■ Your objective: The expected result is a word-for-word copy of the entries, minus any pictures.

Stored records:
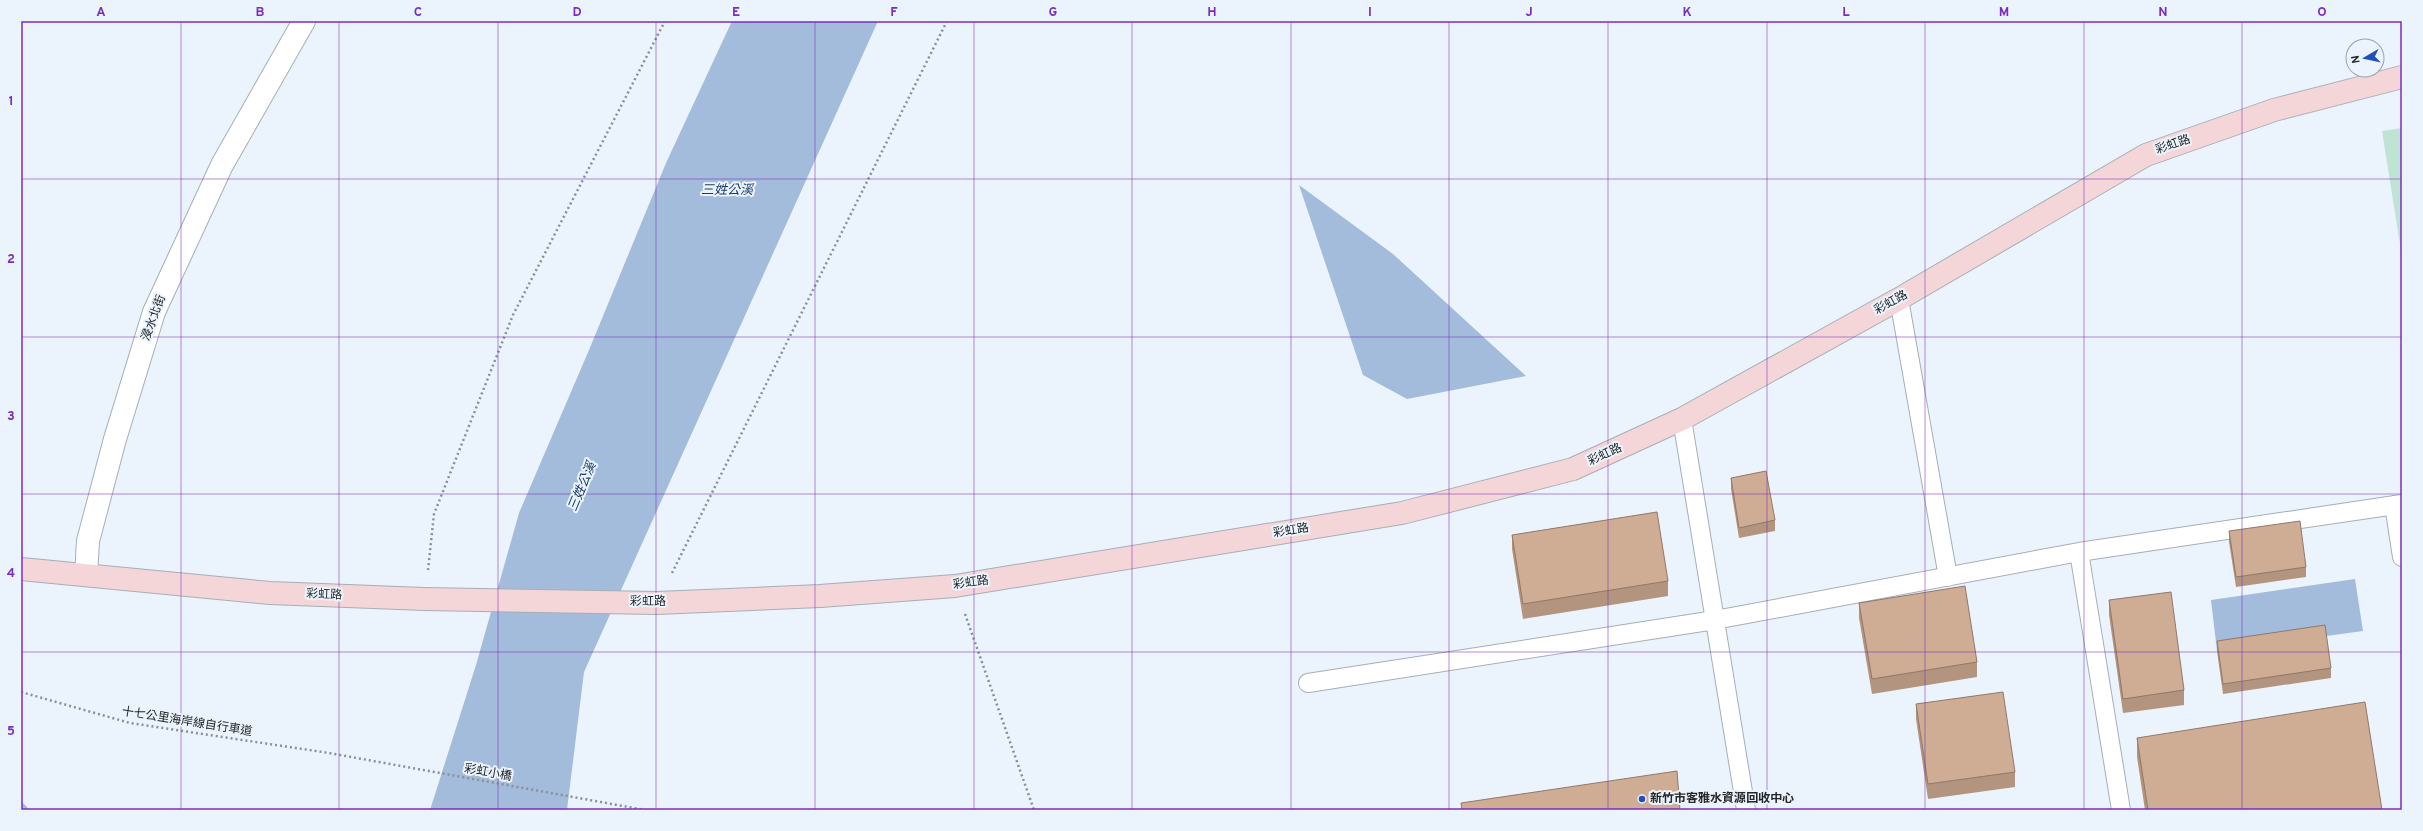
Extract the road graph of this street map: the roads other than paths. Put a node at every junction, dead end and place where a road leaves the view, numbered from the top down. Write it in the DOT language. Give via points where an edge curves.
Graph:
graph roads {
  1 [pos="304,21"];
  2 [pos="2402,77"];
  3 [pos="1899,299"];
  4 [pos="1682,419"];
  5 [pos="2398,504"];
  6 [pos="2079,552"];
  7 [pos="2402,557"];
  8 [pos="21,569"];
  9 [pos="86,575"];
  10 [pos="1948,577"];
  11 [pos="1715,620"];
  12 [pos="1308,683"];
  13 [pos="1746,810"];
  14 [pos="2121,810"];
  1 -- 9 [label="street, 浸水北街" via="222,165 154,312 115,439 88,541"];
  2 -- 3 [label="street, 彩虹路" via="2274,110 2146,155"];
  3 -- 4 [label="street, 彩虹路"];
  3 -- 10 [label="lane"];
  4 -- 9 [label="street, 彩虹路" via="1573,469 1402,513 955,586 820,596 657,602 424,599 270,593"];
  4 -- 11 [label="lane"];
  5 -- 6 [label="lane"];
  5 -- 7 [label="lane"];
  6 -- 10 [label="lane"];
  6 -- 14 [label="lane"];
  8 -- 9 [label="street"];
  10 -- 11 [label="lane"];
  11 -- 12 [label="lane"];
  11 -- 13 [label="lane"];
}
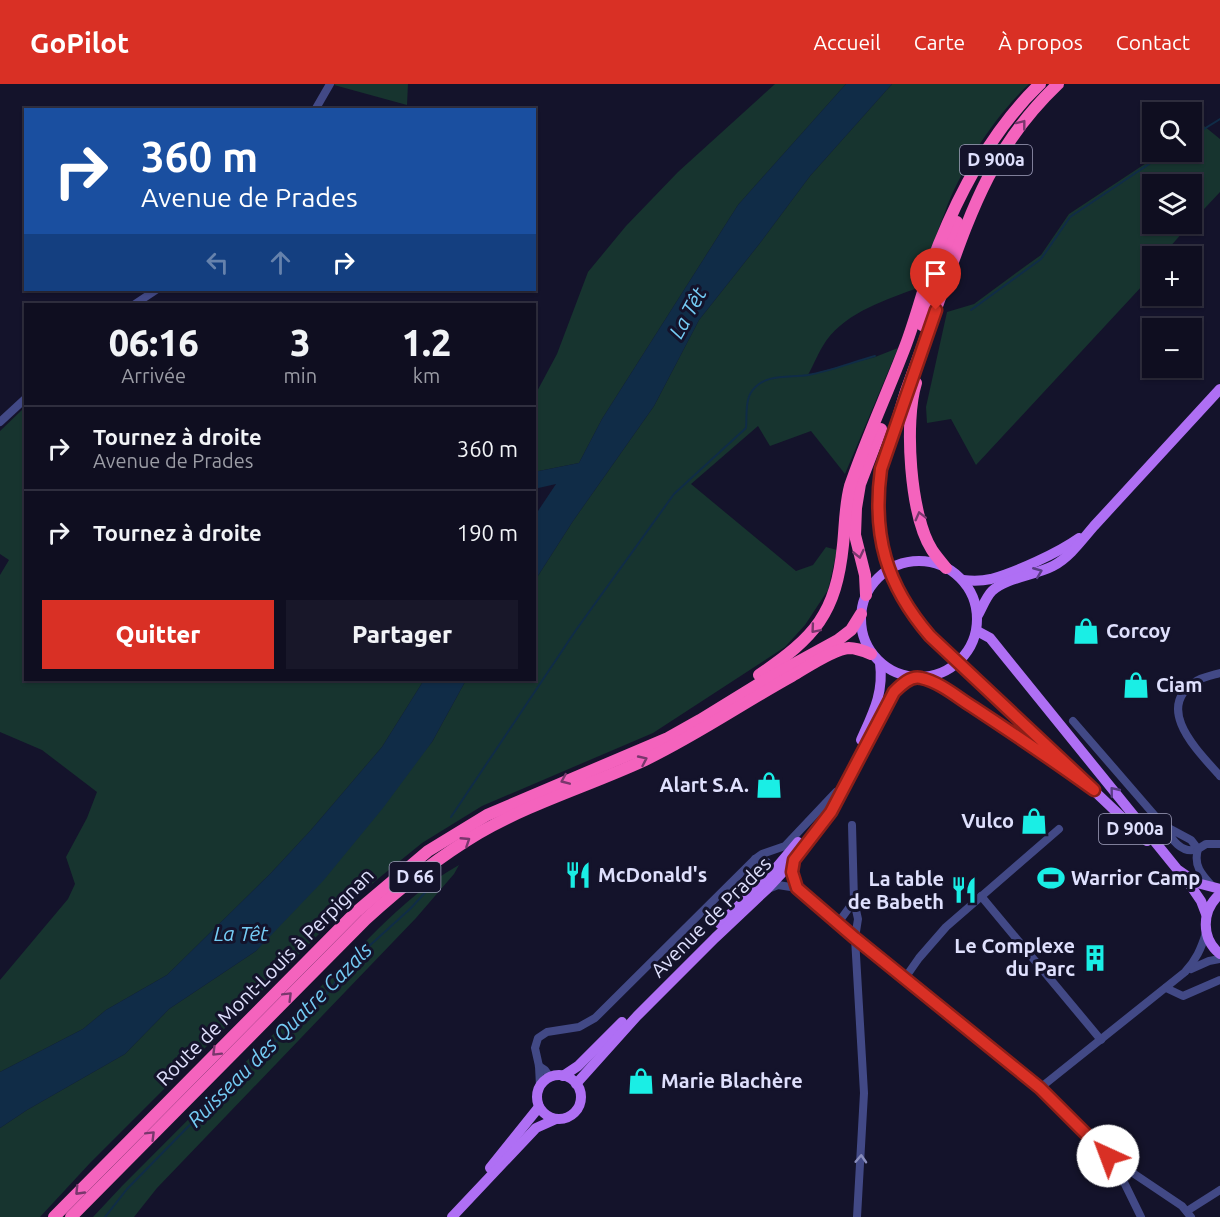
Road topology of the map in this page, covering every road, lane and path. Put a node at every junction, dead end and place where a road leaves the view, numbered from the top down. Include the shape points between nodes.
1 (330, 84) edge
2 (1040, 84) edge
3 (1058, 84) edge
4 (316, 108) edge
5 (988, 150) junction
6 (959, 198) junction
7 (957, 250) junction
8 (154, 291) edge
9 (136, 303) edge
10 (1220, 390) edge
11 (24, 400) edge
12 (0, 422) edge
13 (881, 469) junction
14 (1094, 526) junction
15 (946, 568) junction
16 (963, 579) junction
17 (866, 595) junction
18 (861, 614) junction
19 (978, 616) junction
20 (977, 631) junction
21 (871, 654) junction
22 (880, 663) junction
23 (788, 673) junction
24 (1220, 673) edge
25 (917, 678) junction
26 (1073, 721) dead end
27 (638, 749) junction
28 (1220, 776) edge
29 (1094, 790) junction
30 (836, 792) junction
31 (852, 825) dead end
32 (1059, 829) dead end
33 (1220, 844) edge
34 (1198, 849) junction
35 (755, 859) junction
36 (794, 860) junction
37 (1177, 868) junction
38 (771, 874) junction
39 (797, 888) junction
40 (767, 889) junction
41 (1218, 890) edge
42 (981, 896) junction
43 (854, 901) junction
44 (1206, 914) junction
45 (838, 923) junction
46 (1206, 933) junction
47 (855, 938) junction
48 (1220, 954) edge
49 (1220, 959) edge
50 (1185, 972) junction
51 (905, 978) junction
52 (1220, 980) edge
53 (1166, 988) junction
54 (1101, 1040) junction
55 (539, 1066) junction
56 (564, 1076) junction
57 (550, 1077) junction
58 (576, 1084) junction
59 (540, 1086) junction
60 (1040, 1088) junction
61 (539, 1107) junction
62 (556, 1119) junction
63 (1108, 1156) junction
64 (1220, 1190) edge
65 (1189, 1214) edge
66 (54, 1217) edge
67 (71, 1217) edge
68 (451, 1217) edge
69 (857, 1217) edge
70 (1141, 1217) edge

1 - 4 street
2 - 5 highway, D 900a
7 -> 3 highway, D 900a via 990,170 1034,108
5 - 6 highway
5 - 13 highway, D 900a via 968,190 936,279 883,445
6 -> 17 highway via 896,391 860,484 855,535
6 -> 27 highway via 855,470 848,493 840,571 822,621 786,657 694,719
7 - 13 highway, D 900a
15 -> 7 highway via 931,549 923,527 912,475 910,425 914,389
8 - 9 street
10 - 14 main road
11 - 12 street
13 - 29 main road, D 900a, bridge via 878,511 883,551 896,586 919,623
14 - 16 main road via 1074,541 1008,573 989,580
19 -> 14 main road via 991,591 1056,565
15 - 16 main road
15 - 17 main road via 918,561 900,564 876,579
16 - 19 main road via 976,603
17 - 18 main road
18 - 21 main road via 861,628
18 - 23 highway, D 66 via 838,640
19 - 20 main road
20 - 25 main road via 968,650 953,666 933,676
37 -> 20 main road via 990,638
21 - 22 main road
21 - 23 highway, D 66 via 847,648
22 - 25 main road via 895,673
22 - 30 main road, Avenue de Prades via 882,685 877,703
23 - 27 highway, Route de Mont-Louis à Perpignan / D 66 via 668,738
67 -> 23 highway, Route de Mont-Louis à Perpignan / D 66 via 366,919 432,863 521,812 683,741
24 - 28 street via 1198,680 1179,702 1179,719 1188,740
25 - 29 main road via 941,686
25 - 36 main road, Avenue de Prades via 901,684 894,692 831,812
26 - 34 street via 1163,825 1191,840
27 -> 66 highway, Route de Mont-Louis à Perpignan / D 66 via 487,815 419,858 356,912
29 - 37 main road, D 900a
30 - 35 street via 785,846
30 - 38 main road, Avenue de Prades
31 - 43 street
32 - 42 street
33 - 34 street via 1206,844
34 - 41 street via 1196,866
35 - 38 street via 767,862
35 - 55 street via 595,1018 579,1027 547,1032 538,1038 535,1048
36 - 39 street via 792,872
36 - 40 main road, Avenue de Prades
37 - 41 main road, D 900a via 1197,883
37 - 44 main road, D 900a
38 - 56 main road, Avenue de Prades
39 - 40 street via 778,885
39 - 45 street
40 - 58 main road, Avenue de Prades via 637,1016
41 - 44 main road
42 - 51 street via 946,927
42 - 54 street
43 - 45 street
43 - 47 street via 858,919
44 - 46 main road
45 - 47 street
46 - 48 main road
46 - 50 street via 1200,952
47 - 51 street
69 -> 47 street via 864,1093
49 - 50 street
50 - 53 street
51 - 60 street
52 - 53 street via 1184,996
53 - 54 street
54 - 60 street
55 - 57 street
55 - 59 street
56 - 57 main road
56 - 58 main road
57 - 59 main road
58 - 62 main road via 579,1106 569,1116
59 - 61 main road
60 - 63 street
61 - 62 main road
61 - 68 main road
62 - 68 main road via 536,1128
63 - 65 street
63 - 70 street
64 - 65 street

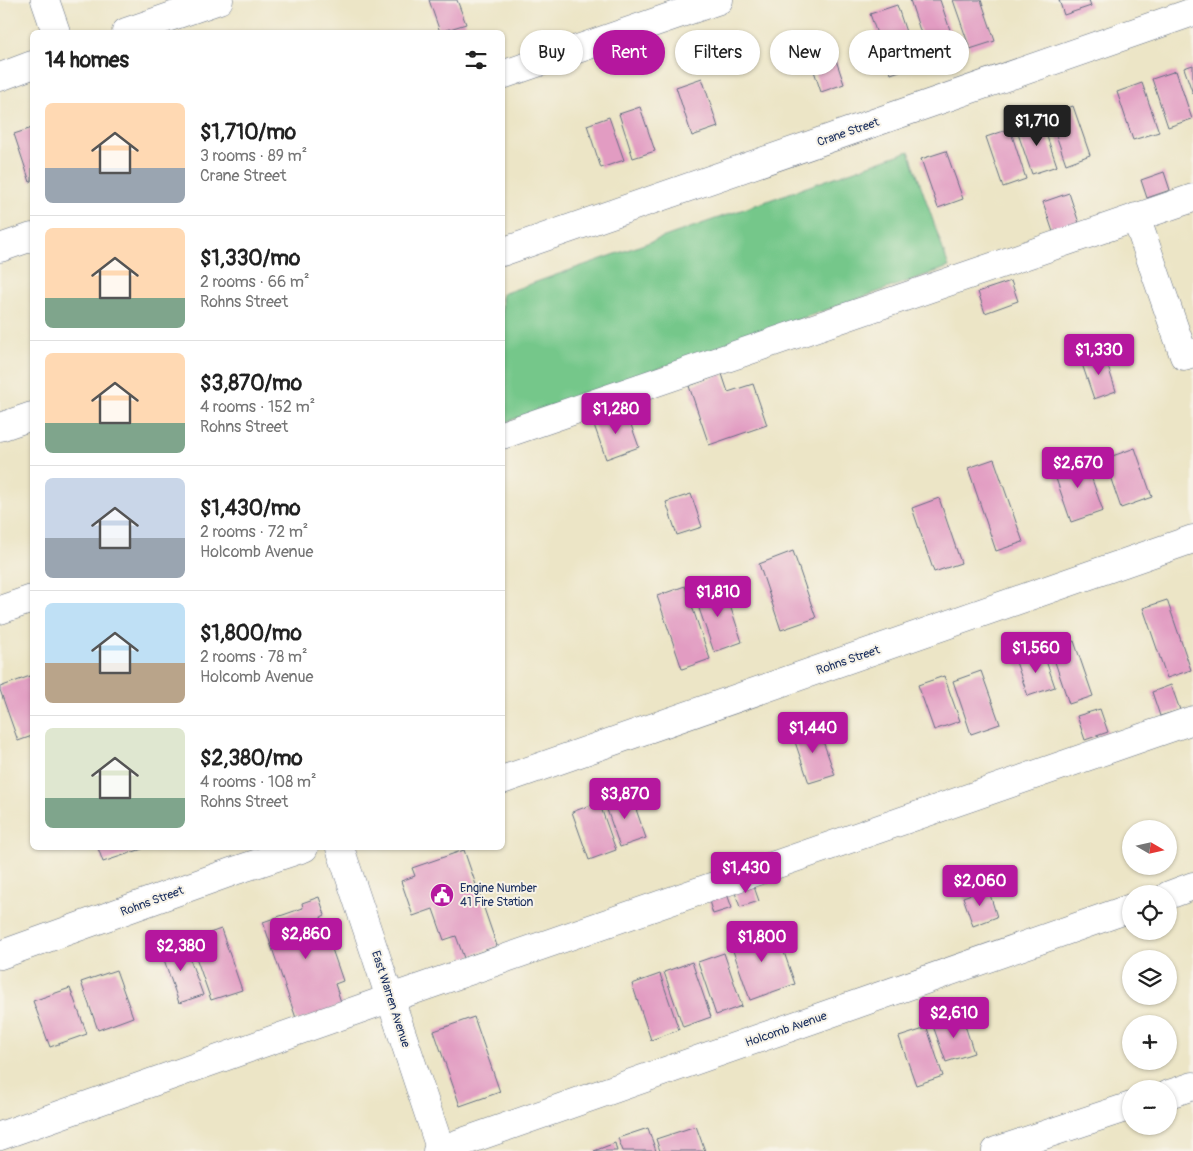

■ Result:
Extract the road graph of this street map: the roads other than paths. Put a node at every junction, dead end and place where a road leaves the view, numbered from the top down. Write it in the DOT language. Give via points where an edge curves.
Graph:
graph roads {
  1 [pos="304,21"];
  2 [pos="2402,77"];
  3 [pos="1899,299"];
  4 [pos="1682,419"];
  5 [pos="2398,504"];
  6 [pos="2079,552"];
  7 [pos="2402,557"];
  8 [pos="21,569"];
  9 [pos="86,575"];
  10 [pos="1948,577"];
  11 [pos="1715,620"];
  12 [pos="1308,683"];
  13 [pos="1746,810"];
  14 [pos="2121,810"];
  1 -- 9 [label="street, 浸水北街" via="222,165 154,312 115,439 88,541"];
  2 -- 3 [label="street, 彩虹路" via="2274,110 2146,155"];
  3 -- 4 [label="street, 彩虹路"];
  3 -- 10 [label="lane"];
  4 -- 9 [label="street, 彩虹路" via="1573,469 1402,513 955,586 820,596 657,602 424,599 270,593"];
  4 -- 11 [label="lane"];
  5 -- 6 [label="lane"];
  5 -- 7 [label="lane"];
  6 -- 10 [label="lane"];
  6 -- 14 [label="lane"];
  8 -- 9 [label="street"];
  10 -- 11 [label="lane"];
  11 -- 12 [label="lane"];
  11 -- 13 [label="lane"];
}
Road topology of the map in this page, covering every road, lane and path. Put a node at every junction, dead end and place where a road leaves the view, numbered from the top down. Include the shape points between nodes.
1 (330, 84) edge
2 (1040, 84) edge
3 (1058, 84) edge
4 (316, 108) edge
5 (988, 150) junction
6 (959, 198) junction
7 (957, 250) junction
8 (154, 291) edge
9 (136, 303) edge
10 (1220, 390) edge
11 (24, 400) edge
12 (0, 422) edge
13 (881, 469) junction
14 (1094, 526) junction
15 (946, 568) junction
16 (963, 579) junction
17 (866, 595) junction
18 (861, 614) junction
19 (978, 616) junction
20 (977, 631) junction
21 (871, 654) junction
22 (880, 663) junction
23 (788, 673) junction
24 (1220, 673) edge
25 (917, 678) junction
26 (1073, 721) dead end
27 (638, 749) junction
28 (1220, 776) edge
29 (1094, 790) junction
30 (836, 792) junction
31 (852, 825) dead end
32 (1059, 829) dead end
33 (1220, 844) edge
34 (1198, 849) junction
35 (755, 859) junction
36 (794, 860) junction
37 (1177, 868) junction
38 (771, 874) junction
39 (797, 888) junction
40 (767, 889) junction
41 (1218, 890) edge
42 (981, 896) junction
43 (854, 901) junction
44 (1206, 914) junction
45 (838, 923) junction
46 (1206, 933) junction
47 (855, 938) junction
48 (1220, 954) edge
49 (1220, 959) edge
50 (1185, 972) junction
51 (905, 978) junction
52 (1220, 980) edge
53 (1166, 988) junction
54 (1101, 1040) junction
55 (539, 1066) junction
56 (564, 1076) junction
57 (550, 1077) junction
58 (576, 1084) junction
59 (540, 1086) junction
60 (1040, 1088) junction
61 (539, 1107) junction
62 (556, 1119) junction
63 (1108, 1156) junction
64 (1220, 1190) edge
65 (1189, 1214) edge
66 (54, 1217) edge
67 (71, 1217) edge
68 (451, 1217) edge
69 (857, 1217) edge
70 (1141, 1217) edge

1 - 4 street
2 - 5 highway, D 900a
7 -> 3 highway, D 900a via 990,170 1034,108
5 - 6 highway
5 - 13 highway, D 900a via 968,190 936,279 883,445
6 -> 17 highway via 896,391 860,484 855,535
6 -> 27 highway via 855,470 848,493 840,571 822,621 786,657 694,719
7 - 13 highway, D 900a
15 -> 7 highway via 931,549 923,527 912,475 910,425 914,389
8 - 9 street
10 - 14 main road
11 - 12 street
13 - 29 main road, D 900a, bridge via 878,511 883,551 896,586 919,623
14 - 16 main road via 1074,541 1008,573 989,580
19 -> 14 main road via 991,591 1056,565
15 - 16 main road
15 - 17 main road via 918,561 900,564 876,579
16 - 19 main road via 976,603
17 - 18 main road
18 - 21 main road via 861,628
18 - 23 highway, D 66 via 838,640
19 - 20 main road
20 - 25 main road via 968,650 953,666 933,676
37 -> 20 main road via 990,638
21 - 22 main road
21 - 23 highway, D 66 via 847,648
22 - 25 main road via 895,673
22 - 30 main road, Avenue de Prades via 882,685 877,703
23 - 27 highway, Route de Mont-Louis à Perpignan / D 66 via 668,738
67 -> 23 highway, Route de Mont-Louis à Perpignan / D 66 via 366,919 432,863 521,812 683,741
24 - 28 street via 1198,680 1179,702 1179,719 1188,740
25 - 29 main road via 941,686
25 - 36 main road, Avenue de Prades via 901,684 894,692 831,812
26 - 34 street via 1163,825 1191,840
27 -> 66 highway, Route de Mont-Louis à Perpignan / D 66 via 487,815 419,858 356,912
29 - 37 main road, D 900a
30 - 35 street via 785,846
30 - 38 main road, Avenue de Prades
31 - 43 street
32 - 42 street
33 - 34 street via 1206,844
34 - 41 street via 1196,866
35 - 38 street via 767,862
35 - 55 street via 595,1018 579,1027 547,1032 538,1038 535,1048
36 - 39 street via 792,872
36 - 40 main road, Avenue de Prades
37 - 41 main road, D 900a via 1197,883
37 - 44 main road, D 900a
38 - 56 main road, Avenue de Prades
39 - 40 street via 778,885
39 - 45 street
40 - 58 main road, Avenue de Prades via 637,1016
41 - 44 main road
42 - 51 street via 946,927
42 - 54 street
43 - 45 street
43 - 47 street via 858,919
44 - 46 main road
45 - 47 street
46 - 48 main road
46 - 50 street via 1200,952
47 - 51 street
69 -> 47 street via 864,1093
49 - 50 street
50 - 53 street
51 - 60 street
52 - 53 street via 1184,996
53 - 54 street
54 - 60 street
55 - 57 street
55 - 59 street
56 - 57 main road
56 - 58 main road
57 - 59 main road
58 - 62 main road via 579,1106 569,1116
59 - 61 main road
60 - 63 street
61 - 62 main road
61 - 68 main road
62 - 68 main road via 536,1128
63 - 65 street
63 - 70 street
64 - 65 street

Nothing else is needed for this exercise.